View SignWave's profile

SignWave

440 posts in 2874 days


#8 posted 07-13-2017 03:48 PM

I went back and watched that section again, slowed down to .25x speed. If you watch the shadow line of the wood, it appears that the part of the gouge that is actually doing the cutting is a lot closer to the tip than it might seem. It’s definitely on the side, and it’s more aggressive than I’d like to cut, but still close to the tip.

Back to the OP. I think asking this kind of question is an excellent way of improving your skills. You will find different turners with very different approaches, and sometimes it seems like one approach is violating a “rule” put forward by another turner. But the wood will let you know when you’ve done something wrong, by giving a catch, tearout, or a rough surface. Theory goes out the window when the bowl flies across the room (or into your head).

-- Barry, http://BarrysWorkshop.com/

View JoshNZ's profile

JoshNZ

85 posts in 908 days


#9 posted 07-13-2017 10:47 PM

https://youtu.be/xBNAkRe9bxw?t=3m10s

This is probably a better demonstration + explanation of something similar (I think!) by Brendon Stamp at 3:10. It looks like a very useful cut they seem to be able to shred wood off at a hell of a rate, which is what you want when you’re roughing green wood that is going to need to be re turned anyway.

I’m not calling anyone wrong but I’d be surprised if it were just a scraping cut, I’ve never been able to scrape/sheer scrape that deep. At 1.10 that cut looks almost 3/8” deep!
https://youtu.be/LTGeWtFrKN4?t=1m10s

I’ve spent many hours watching Lyle Jaimesons videos I really like them. And I do rough green stuff pretty much the way he does there but it isn’t quite what we are seeing in the other videos, I don’t think.

View Karda's profile

Karda

823 posts in 393 days


#10 posted 07-14-2017 12:38 AM

any idea what angle his gouge is ground at. I grind mine at 65 degrees and in order to cut down the side of the bowl like he does I have to stand at the end of the lathe and the gouge is very close to 90 degrees to the lathe rails, very awkward. what am I doing wrong

View TheDane's profile

TheDane

5333 posts in 3502 days


#11 posted 07-14-2017 01:24 AM

Those who referenced David Ellsworth’s techniques are spot-on. David actually teaches what he calls the “shear cut” in his bowl-turning workshops. With his signature gouge (ground to 60-degrees) he shears off long streamers of shavings.

Ellsworth teaches 3 cuts for the outside of a bowl … the “rough cut” knocks off the corners, resulting in a rough shape. He refines the shape with the “shear cut”, then finishes the outside of the piece with “shear scraping”.

From what I can see in the video, this is not a scrape, but is a shear cut.

-- Gerry -- "I don't plan to ever really grow up ... I'm just going to learn how to act in public!"

View OSU55's profile

OSU55

1426 posts in 1828 days


#12 posted 07-14-2017 03:20 PM

In case one hasnt realized, 2 different cuts are being confused.
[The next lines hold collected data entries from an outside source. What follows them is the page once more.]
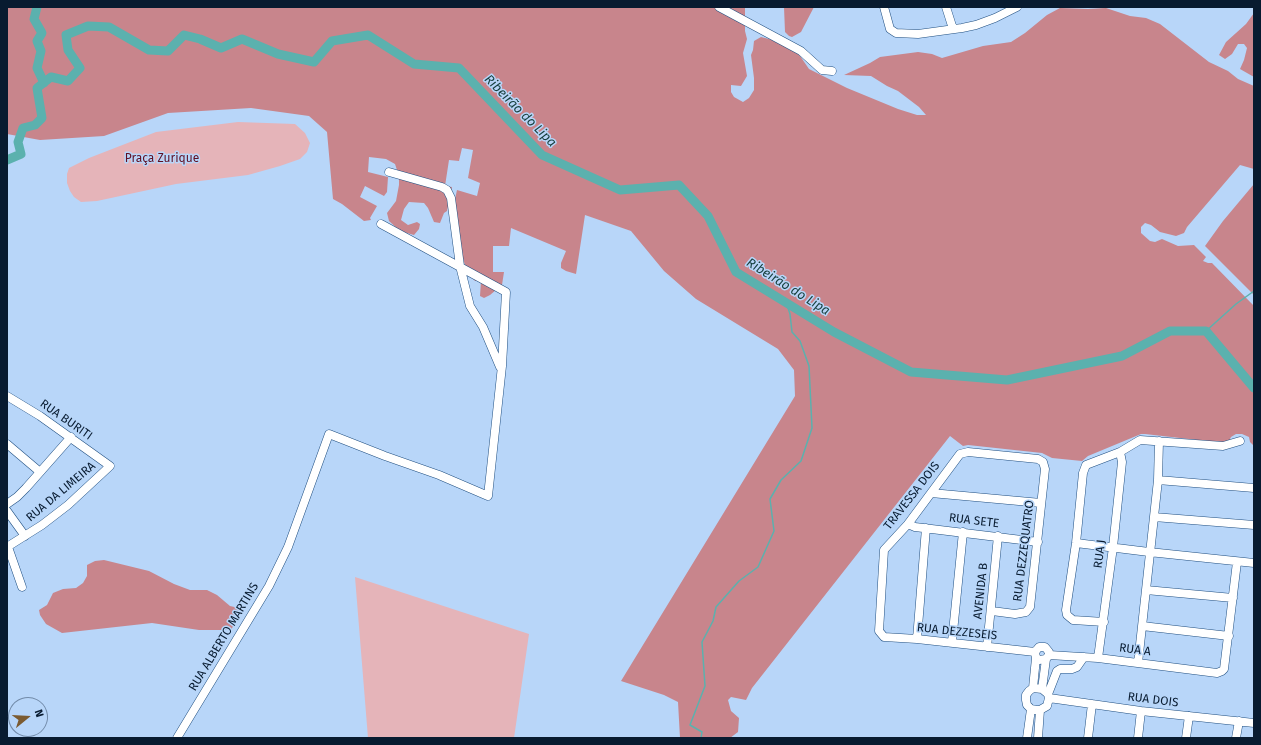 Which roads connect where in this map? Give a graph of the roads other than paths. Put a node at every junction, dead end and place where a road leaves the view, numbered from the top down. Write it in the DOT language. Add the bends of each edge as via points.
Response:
graph roads {
  1 [pos="720,7"];
  2 [pos="884,7"];
  3 [pos="946,7"];
  4 [pos="1014,8"];
  5 [pos="953,29"];
  6 [pos="832,71"];
  7 [pos="389,172"];
  8 [pos="381,224"];
  9 [pos="460,266"];
  10 [pos="501,372"];
  11 [pos="8,398"];
  12 [pos="71,437"];
  13 [pos="1159,441"];
  14 [pos="1240,441"];
  15 [pos="7,444"];
  16 [pos="1120,452"];
  17 [pos="1038,459"];
  18 [pos="110,466"];
  19 [pos="40,472"];
  20 [pos="1158,480"];
  21 [pos="1254,488"];
  22 [pos="931,492"];
  23 [pos="1041,503"];
  24 [pos="7,504"];
  25 [pos="7,511"];
  26 [pos="1154,517"];
  27 [pos="908,524"];
  28 [pos="1254,525"];
  29 [pos="926,528"];
  30 [pos="963,532"];
  31 [pos="25,536"];
  32 [pos="998,536"];
  33 [pos="1038,542"];
  34 [pos="1076,543"];
  35 [pos="7,547"];
  36 [pos="1113,548"];
  37 [pos="1149,552"];
  38 [pos="1237,562"];
  39 [pos="1254,563"];
  40 [pos="22,586"];
  41 [pos="1146,590"];
  42 [pos="1233,598"];
  43 [pos="992,611"];
  44 [pos="1104,622"];
  45 [pos="1142,626"];
  46 [pos="879,631"];
  47 [pos="1229,636"];
  48 [pos="917,639"];
  49 [pos="952,642"];
  50 [pos="987,647"];
  51 [pos="1036,655"];
  52 [pos="1048,657"];
  53 [pos="1084,657"];
  54 [pos="1098,658"];
  55 [pos="1138,663"];
  56 [pos="1033,688"];
  57 [pos="1046,694"];
  58 [pos="1092,704"];
  59 [pos="1031,709"];
  60 [pos="1040,710"];
  61 [pos="1141,711"];
  62 [pos="1189,716"];
  63 [pos="1239,721"];
  64 [pos="1254,723"];
  65 [pos="177,738"];
  66 [pos="1027,738"];
  67 [pos="1038,738"];
  68 [pos="1088,738"];
  69 [pos="1138,738"];
  70 [pos="1186,738"];
  71 [pos="1236,738"];
  1 -- 6 [label="street" via="801,50 822,70"];
  2 -- 5 [label="street" via="890,29 896,33 918,34"];
  3 -- 5 [label="street"];
  4 -- 5 [label="street" via="976,25"];
  7 -- 9 [label="street" via="442,186 447,190 451,198"];
  8 -- 9 [label="street"];
  9 -- 10 [label="street" via="470,306 492,346"];
  9 -- 10 [label="street" via="506,292"];
  10 -- 65 [label="street, RUA ALBERTO MARTINS" via="488,496 329,434 288,547 269,586"];
  11 -- 12 [label="street, RUA BURITI"];
  12 -- 18 [label="street, RUA BURITI"];
  12 -- 19 [label="street"];
  13 -- 14 [label="street" via="1223,446"];
  13 -- 16 [label="street" via="1140,440"];
  13 -- 20 [label="street"];
  15 -- 19 [label="street"];
  16 -- 34 [label="street" via="1086,465"];
  16 -- 36 [label="street, RUA J" via="1122,462"];
  17 -- 22 [label="street, TRAVESSA DOIS" via="968,452 960,454"];
  17 -- 23 [label="street, RUA DEZZEQUATRO" via="1043,462 1045,469"];
  18 -- 31 [label="street, RUA DA LIMEIRA" via="68,505"];
  19 -- 24 [label="street"];
  20 -- 21 [label="street"];
  20 -- 26 [label="street"];
  22 -- 23 [label="street"];
  22 -- 27 [label="street, TRAVESSA DOIS"];
  23 -- 33 [label="street, RUA DEZZEQUATRO"];
  25 -- 31 [label="street"];
  26 -- 28 [label="street"];
  26 -- 37 [label="street"];
  27 -- 29 [label="street, RUA SETE"];
  27 -- 46 [label="street, TRAVESSA DOIS" via="884,550"];
  29 -- 30 [label="street, RUA SETE"];
  29 -- 48 [label="street"];
  30 -- 32 [label="street, RUA SETE"];
  30 -- 49 [label="street"];
  31 -- 35 [label="street, RUA DA LIMEIRA"];
  32 -- 33 [label="street, RUA SETE"];
  32 -- 43 [label="street, AVENIDA B"];
  33 -- 43 [label="street, RUA DEZZEQUATRO" via="1030,607 1026,612 1015,614"];
  34 -- 36 [label="street"];
  34 -- 44 [label="street" via="1067,615 1073,620"];
  35 -- 40 [label="street"];
  36 -- 37 [label="street"];
  36 -- 44 [label="street, RUA J"];
  37 -- 38 [label="street"];
  37 -- 41 [label="street"];
  38 -- 39 [label="street"];
  38 -- 42 [label="street"];
  41 -- 42 [label="street"];
  41 -- 45 [label="street"];
  42 -- 47 [label="street"];
  43 -- 50 [label="street, AVENIDA B"];
  44 -- 54 [label="street, RUA J"];
  45 -- 47 [label="street"];
  45 -- 55 [label="street"];
  46 -- 48 [label="street, RUA DEZZESEIS" via="884,637"];
  47 -- 55 [label="street, RUA A" via="1224,669 1217,673"];
  48 -- 49 [label="street, RUA DEZZESEIS"];
  49 -- 50 [label="street, RUA DEZZESEIS"];
  50 -- 51 [label="street, RUA DEZZESEIS"];
  51 -- 52 [label="street" via="1039,660"];
  51 -- 52 [label="street" via="1039,647 1045,647 1049,652"];
  51 -- 56 [label="street"];
  52 -- 53 [label="street, RUA A"];
  52 -- 57 [label="street"];
  53 -- 54 [label="street, RUA A"];
  53 -- 57 [label="street" via="1077,667 1057,671"];
  54 -- 55 [label="street, RUA A"];
  56 -- 57 [label="street"];
  56 -- 59 [label="street" via="1026,695 1027,705"];
  57 -- 58 [label="street, RUA DOIS"];
  57 -- 60 [label="street" via="1047,706"];
  58 -- 61 [label="street, RUA DOIS"];
  58 -- 68 [label="street"];
  59 -- 60 [label="street"];
  59 -- 66 [label="street"];
  60 -- 67 [label="street"];
  61 -- 62 [label="street, RUA DOIS"];
  61 -- 69 [label="street"];
  62 -- 63 [label="street, RUA DOIS"];
  62 -- 70 [label="street"];
  63 -- 64 [label="street, RUA DOIS"];
  63 -- 71 [label="street"];
} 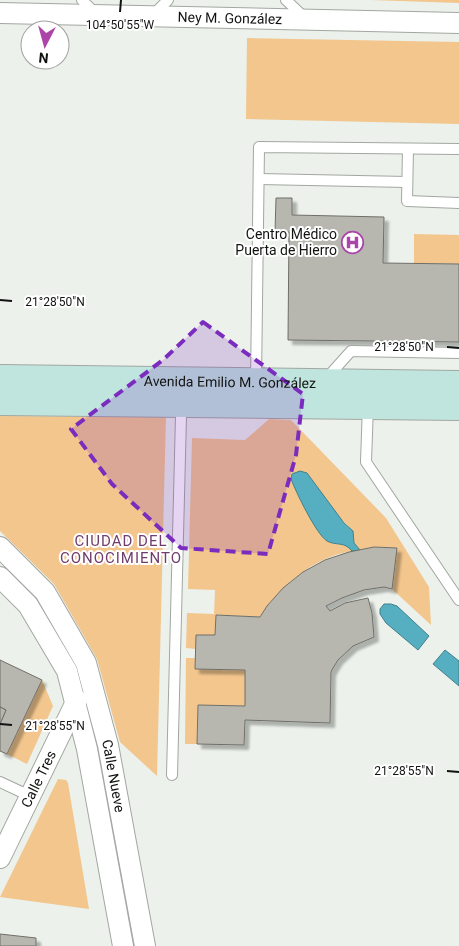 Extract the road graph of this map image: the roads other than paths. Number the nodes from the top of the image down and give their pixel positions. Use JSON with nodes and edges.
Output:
{"nodes":[{"id":1,"x":82,"y":0,"type":"edge"},
{"id":2,"x":168,"y":0,"type":"edge"},
{"id":3,"x":286,"y":0,"type":"edge"},
{"id":4,"x":0,"y":13,"type":"edge"},
{"id":5,"x":96,"y":15,"type":"junction"},
{"id":6,"x":152,"y":16,"type":"junction"},
{"id":7,"x":306,"y":20,"type":"junction"},
{"id":8,"x":459,"y":23,"type":"edge"},
{"id":9,"x":408,"y":148,"type":"junction"},
{"id":10,"x":459,"y":149,"type":"edge"},
{"id":11,"x":259,"y":179,"type":"junction"},
{"id":12,"x":407,"y":182,"type":"junction"},
{"id":13,"x":459,"y":203,"type":"edge"},
{"id":14,"x":459,"y":353,"type":"edge"},
{"id":15,"x":0,"y":379,"type":"edge"},
{"id":16,"x":256,"y":382,"type":"junction"},
{"id":17,"x":322,"y":383,"type":"junction"},
{"id":18,"x":459,"y":385,"type":"edge"},
{"id":19,"x":179,"y":392,"type":"junction"},
{"id":20,"x":368,"y":395,"type":"junction"},
{"id":21,"x":0,"y":401,"type":"edge"},
{"id":22,"x":459,"y":406,"type":"edge"},
{"id":23,"x":0,"y":547,"type":"edge"},
{"id":24,"x":0,"y":577,"type":"edge"},
{"id":25,"x":459,"y":600,"type":"edge"},
{"id":26,"x":90,"y":674,"type":"junction"},
{"id":27,"x":75,"y":704,"type":"junction"},
{"id":28,"x":172,"y":775,"type":"dead end"},
{"id":29,"x":0,"y":782,"type":"edge"},
{"id":30,"x":30,"y":796,"type":"junction"},
{"id":31,"x":0,"y":858,"type":"edge"},
{"id":32,"x":123,"y":946,"type":"edge"},
{"id":33,"x":145,"y":946,"type":"edge"}],
"edges":[{"from":1,"to":5,"type":"lane"},
{"from":2,"to":6,"type":"lane"},
{"from":3,"to":7,"type":"lane"},
{"from":4,"to":5,"type":"street","name":"Ney M. González"},
{"from":5,"to":6,"type":"street","name":"Ney M. González"},
{"from":6,"to":7,"type":"street","name":"Ney M. González"},
{"from":7,"to":8,"type":"street","name":"Ney M. González"},
{"from":9,"to":10,"type":"lane"},
{"from":9,"to":11,"type":"lane"},
{"from":9,"to":12,"type":"lane"},
{"from":11,"to":12,"type":"lane"},
{"from":11,"to":16,"type":"lane"},
{"from":12,"to":13,"type":"lane"},
{"from":14,"to":17,"type":"lane"},
{"from":15,"to":19,"type":"main road","name":"Avenida Emilio M. González"},
{"from":16,"to":17,"type":"main road","name":"Avenida Emilio M. González"},
{"from":16,"to":19,"type":"main road","name":"Avenida Emilio M. González"},
{"from":17,"to":20,"type":"main road","name":"Avenida Emilio M. González"},
{"from":18,"to":20,"type":"main road","name":"Avenida Emilio M. González"},
{"from":19,"to":20,"type":"main road","name":"Avenida Emilio M. González"},
{"from":19,"to":21,"type":"main road","name":"Avenida Emilio M. González"},
{"from":19,"to":28,"type":"lane"},
{"from":20,"to":22,"type":"main road","name":"Avenida Emilio M. González"},
{"from":20,"to":25,"type":"lane"},
{"from":23,"to":26,"type":"street","name":"Calle Nueve"},
{"from":24,"to":27,"type":"street","name":"Calle Nueve"},
{"from":26,"to":27,"type":"street","name":"Calle Tres"},
{"from":26,"to":33,"type":"street","name":"Calle Nueve"},
{"from":27,"to":30,"type":"street","name":"Calle Tres"},
{"from":27,"to":32,"type":"street","name":"Calle Nueve"},
{"from":29,"to":30,"type":"lane"},
{"from":30,"to":31,"type":"street","name":"Calle Tres"}]}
One is what I call a scraping cut, where the tool handle is approx parallel with the ground. This is a roughing, shaping cut – it will tear out. The other is a sheer scrape, where the handle is dropped to ~ 45. This is a light finish type cut which clear up the tron grain by the scrape cut or furrows left by a bevel cut.

The tool bevel angle isnt the key element, as Ive used 40-65 bevel angles for both cuts. The key is having long wings ground on the gouge, hence the mention of “Ellsworth”. Either cut is a bit dangerous with short wings.

(Not sure why some of this is bold)

View JoshNZ's profile

JoshNZ

85 posts in 908 days


#13 posted 07-15-2017 09:27 PM

Whatever it is I had a go at it today and it is awesome. I certainly wasn’t scraping in any sense of the word. I have been turning a stubborn piece of sweet chestnut (which I’ve found to be a disappointment) and dulling tools, getting burnt on sawdust etc… This technique made it like going back to green wood. Huge thick shavings pouring off it with a wooshing noise. I’m surprised. Much more efficient than push cutting with the tip.

Good one to have under the belt anyway I’ll give it some more practice.